TokenCountPayloadFilter
De JDONREF Wiki
Include in integer payloads the count of tokens with the same payload within the same field.
Sample
For example, the document :
{ "fullName": "BOULEVARD|1 DE|1 PARIS|1 L|2 HOPITAL|2" }
indexed with a mapping like :
"fullName" : {"type": "string", "term_vector" : "with_positions_offsets_payloads", "index_analyzer":"myAnalyzer"}
and settings like :
{ "index" : { "analysis" : { "analyzer": { "myAnalyzer" : { "type" : "custom", "tokenizer" : "whitespace", "filter" : ["delimited_payload_filter", "lowercase", "tokencount_payload_filter"] }, "filter" : { "delimited_payload_filter" : { "type": "delimited_payload_filter", "delimiter" : "|", "encoding" : "int" }, "tokencount_payload_filter" : { "type": "tokencountpayloads", "factor": 1000 } } }
will index the tokens BOULEVARD, DE, PARIS, L, HOPITAL with the respective payloads : 3001, 3001, 3001, 2002, 2002.

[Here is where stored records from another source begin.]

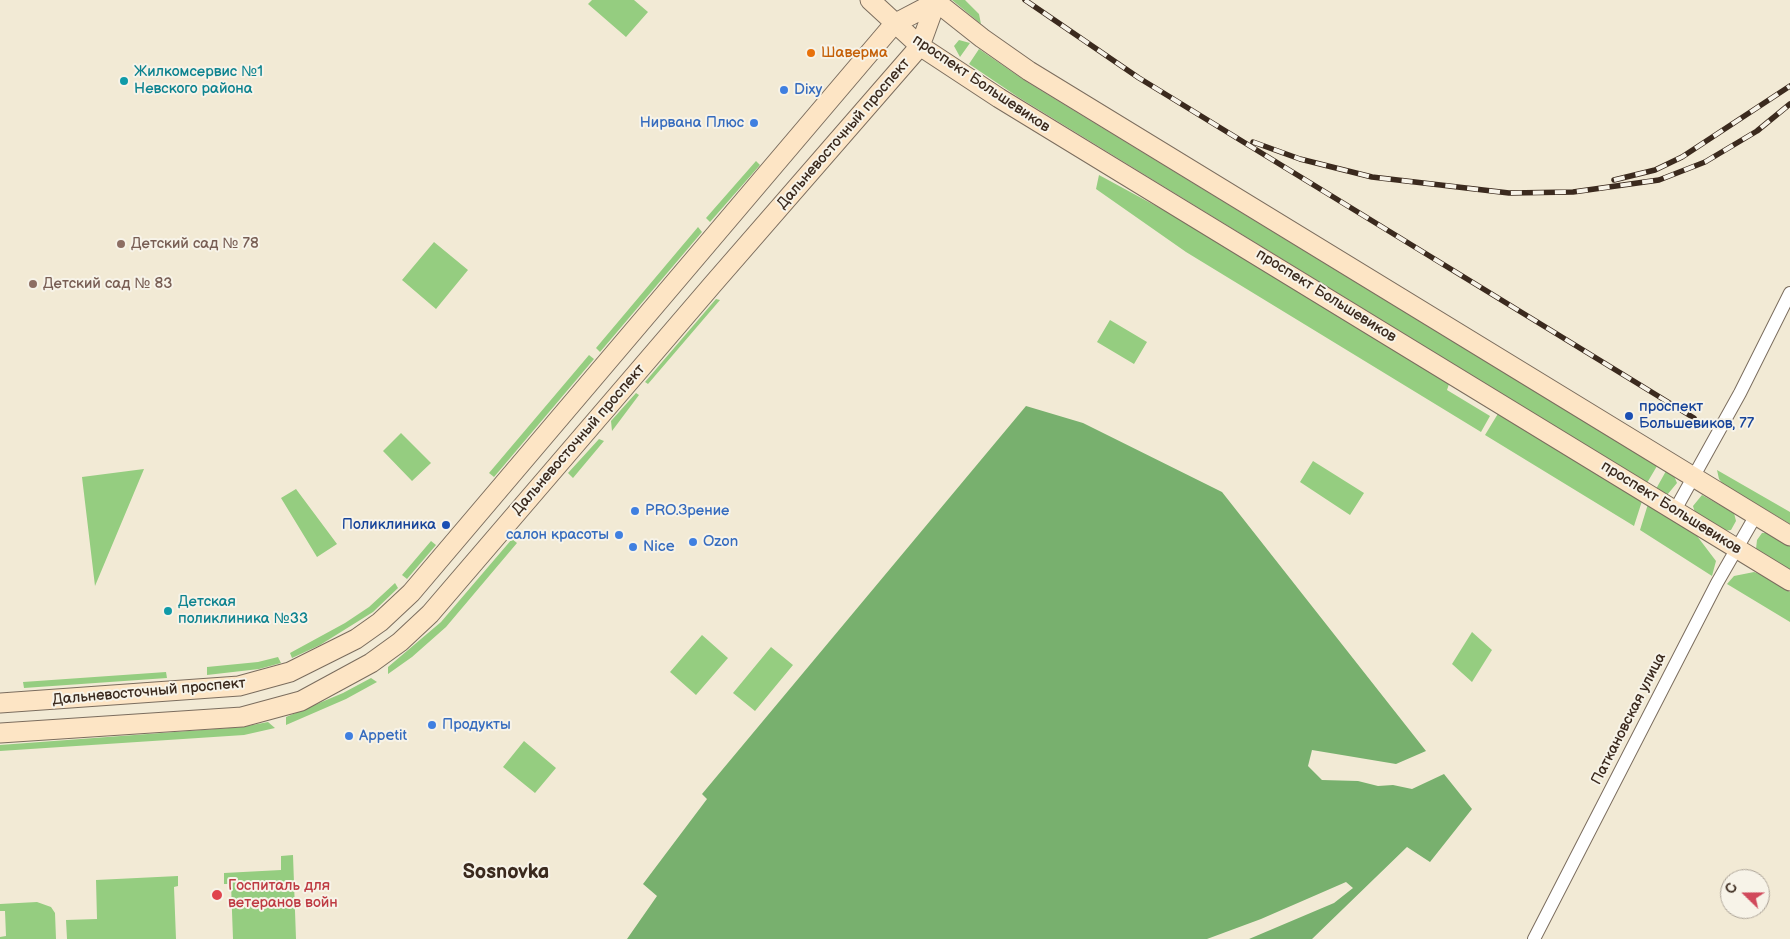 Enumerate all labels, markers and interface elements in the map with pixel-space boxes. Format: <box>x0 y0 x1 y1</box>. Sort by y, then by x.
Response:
street label: проспект Большевиков <box>909 31 1053 137</box>
place label: Шаверма <box>821 44 888 62</box>
marker: Шаверма <box>805 47 817 59</box>
street label: Дальневосточный проспект <box>774 55 914 213</box>
place label: Жилкомсервис №1 Невского района <box>134 63 263 98</box>
marker: Жилкомсервис №1 Невского района <box>118 75 130 87</box>
place label: Dixy <box>794 81 822 99</box>
marker: Dixy <box>778 84 790 96</box>
place label: Нирвана Плюс <box>640 114 744 132</box>
marker: Нирвана Плюс <box>748 117 760 129</box>
place label: Детский сад № 78 <box>131 235 259 253</box>
marker: Детский сад № 78 <box>115 238 127 250</box>
street label: проспект Большевиков <box>1253 245 1399 347</box>
place label: Детский сад № 83 <box>43 275 172 293</box>
marker: Детский сад № 83 <box>27 278 39 290</box>
street label: Дальневосточный проспект <box>509 361 649 519</box>
place label: проспект Большевиков, 77 <box>1639 398 1754 433</box>
marker: проспект Большевиков, 77 <box>1623 410 1635 422</box>
street label: проспект Большевиков <box>1598 457 1744 559</box>
place label: PRO.Зрение <box>645 502 729 520</box>
marker: PRO.Зрение <box>629 505 641 517</box>
place label: Поликлиника <box>342 516 436 534</box>
marker: Поликлиника <box>440 519 452 531</box>
place label: салон красоты <box>506 526 609 544</box>
marker: салон красоты <box>613 529 625 541</box>
place label: Ozon <box>703 533 738 551</box>
marker: Ozon <box>687 536 699 548</box>
place label: Nice <box>643 538 675 556</box>
marker: Nice <box>627 541 639 553</box>
place label: Детская поликлиника №33 <box>178 593 308 628</box>
marker: Детская поликлиника №33 <box>162 605 174 617</box>
street label: Паткановская улица <box>1588 650 1670 788</box>
street label: Дальневосточный проспект <box>52 675 246 709</box>
place label: Продукты <box>442 716 511 734</box>
marker: Продукты <box>426 719 438 731</box>
place label: Appetit <box>359 727 407 745</box>
marker: Appetit <box>343 730 355 742</box>
district label: Sosnovka <box>463 861 549 885</box>
north arrow <box>1720 869 1770 919</box>
place label: Госпиталь для ветеранов войн <box>228 877 338 912</box>
text: С <box>1722 881 1741 896</box>
marker: Госпиталь для ветеранов войн <box>210 888 224 902</box>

- 3001 means there is 3 tokens with payload 1 ( 3*factor +1 ).
- 2002 means there is 2 tokens with payload 2 ( 2*factor +2 ).
These factored tokens can be used with the checker All from PayloadCheckerSpanQuery.
Features
Setting | description |
factor | (Mandatory) The factor by which the count of tokens with a given payload will be multiplied. |
ignored_types | (none) The token's payload associated with these types won't be modified. Others will. |